We did however enjoy the perfect weather on our stroll through a park and got to check out a little bit of the Universidad de Madrid campus (which looked like it would fit in with all the back-east colleges at home; it was beautiful).

For lunch we headed back in the metro to Plaza Del Sol and got sandwiches at Pan&Company. The best part of lunch was the souvenir/happy-meal-esque-prize coffee mug that came with our meal. Random but awesome; it’s the little things in life. :)

On our walk home we enjoyed some McD’s soft serve and got a good laugh from BRAVO’S PERRITOS CALIENTES… classic.

God I love Spanish siestas (actually, ours was more like a Siesta Phi-esta). Today’s lasted about 1 ½ hours. Haha.

After the group siesta we got beautiful and started to organize our evening. I’m proud to say that the three of us are very mature travelers. We’re thrifty and look for deals (but aren’t cheap and haven’t passed anything up because of the cost), we sight see all day long until our feet are flat, we use public transportation, we don’t get wasted everynight… today I didn’t consume a single drop of alcohol. I dunno, I’m pretty proud of us.

After an emergency trip to the farmacia (for some emergency antibiotics that they handed over the second they understood what we were talking about for a ridiculously cheap price) we headed out for dinner. Tonight we were hungry for tapas.

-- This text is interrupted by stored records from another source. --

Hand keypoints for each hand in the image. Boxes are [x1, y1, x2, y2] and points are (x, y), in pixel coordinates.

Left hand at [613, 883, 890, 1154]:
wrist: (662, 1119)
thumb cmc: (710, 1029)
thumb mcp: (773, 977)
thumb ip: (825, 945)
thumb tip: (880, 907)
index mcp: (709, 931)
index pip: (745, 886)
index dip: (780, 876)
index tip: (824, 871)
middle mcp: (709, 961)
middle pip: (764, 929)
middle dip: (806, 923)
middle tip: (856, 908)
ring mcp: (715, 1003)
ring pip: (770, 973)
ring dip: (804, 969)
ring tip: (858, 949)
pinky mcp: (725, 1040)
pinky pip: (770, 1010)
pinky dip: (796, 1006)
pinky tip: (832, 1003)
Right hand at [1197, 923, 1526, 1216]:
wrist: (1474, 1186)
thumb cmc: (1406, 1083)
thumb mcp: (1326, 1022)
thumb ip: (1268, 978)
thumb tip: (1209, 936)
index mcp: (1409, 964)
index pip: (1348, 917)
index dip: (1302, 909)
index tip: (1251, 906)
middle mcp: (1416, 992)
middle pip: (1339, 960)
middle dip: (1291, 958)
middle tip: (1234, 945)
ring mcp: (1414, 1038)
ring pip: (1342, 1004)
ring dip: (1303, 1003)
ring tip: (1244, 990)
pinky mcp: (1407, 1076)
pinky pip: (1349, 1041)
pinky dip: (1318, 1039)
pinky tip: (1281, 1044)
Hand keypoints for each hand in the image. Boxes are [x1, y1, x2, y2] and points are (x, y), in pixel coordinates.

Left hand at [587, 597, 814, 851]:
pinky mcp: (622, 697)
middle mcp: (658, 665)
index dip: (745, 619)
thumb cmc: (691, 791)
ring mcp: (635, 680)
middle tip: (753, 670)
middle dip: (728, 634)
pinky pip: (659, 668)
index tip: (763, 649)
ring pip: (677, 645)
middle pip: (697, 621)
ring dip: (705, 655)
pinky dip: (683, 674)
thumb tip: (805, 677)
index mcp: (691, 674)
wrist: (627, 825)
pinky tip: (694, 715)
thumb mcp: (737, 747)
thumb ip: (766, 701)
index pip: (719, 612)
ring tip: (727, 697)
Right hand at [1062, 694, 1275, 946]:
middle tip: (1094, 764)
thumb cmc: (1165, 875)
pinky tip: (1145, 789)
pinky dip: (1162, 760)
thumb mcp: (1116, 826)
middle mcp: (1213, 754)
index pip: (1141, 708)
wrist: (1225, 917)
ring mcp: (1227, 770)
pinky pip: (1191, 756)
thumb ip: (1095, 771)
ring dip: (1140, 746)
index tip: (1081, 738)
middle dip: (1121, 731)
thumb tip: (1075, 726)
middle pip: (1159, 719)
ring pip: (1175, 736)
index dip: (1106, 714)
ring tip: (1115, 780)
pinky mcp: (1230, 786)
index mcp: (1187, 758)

At Vinoteca in Plaza Santa Ana we consumed SEVEN plates of tapas… our plates included fried cheese balls, fried spinach and cheese sticks, tomato and mozzarella salad, THREE tortillas verduras, a curry chicken salad thing, a goat cheese and caramelized onion thing, and lots of bread. Ok, sooo we didn’t really branch out and try traditional Spanish plates but we left Vinoteca 2934820% satisfied.

After dinner we headed back up Hooker Row (prostitution in Spain is legal according to Rick and the going rate is 27 euro a round. No joke. Seriously though, prosititutes line the street on the way to Narnia and they were close to our age…) to Narnia to call it a night.

Before bed we played a few rounds of LEMON and MASH, listened to Jack’s Mannequin, and packed for our trip east to Barcelona the next evening… Buenas Noches!

Quote of the Day:
“I guess we can try speaking Spitanglish… someone MIGHT understand us.”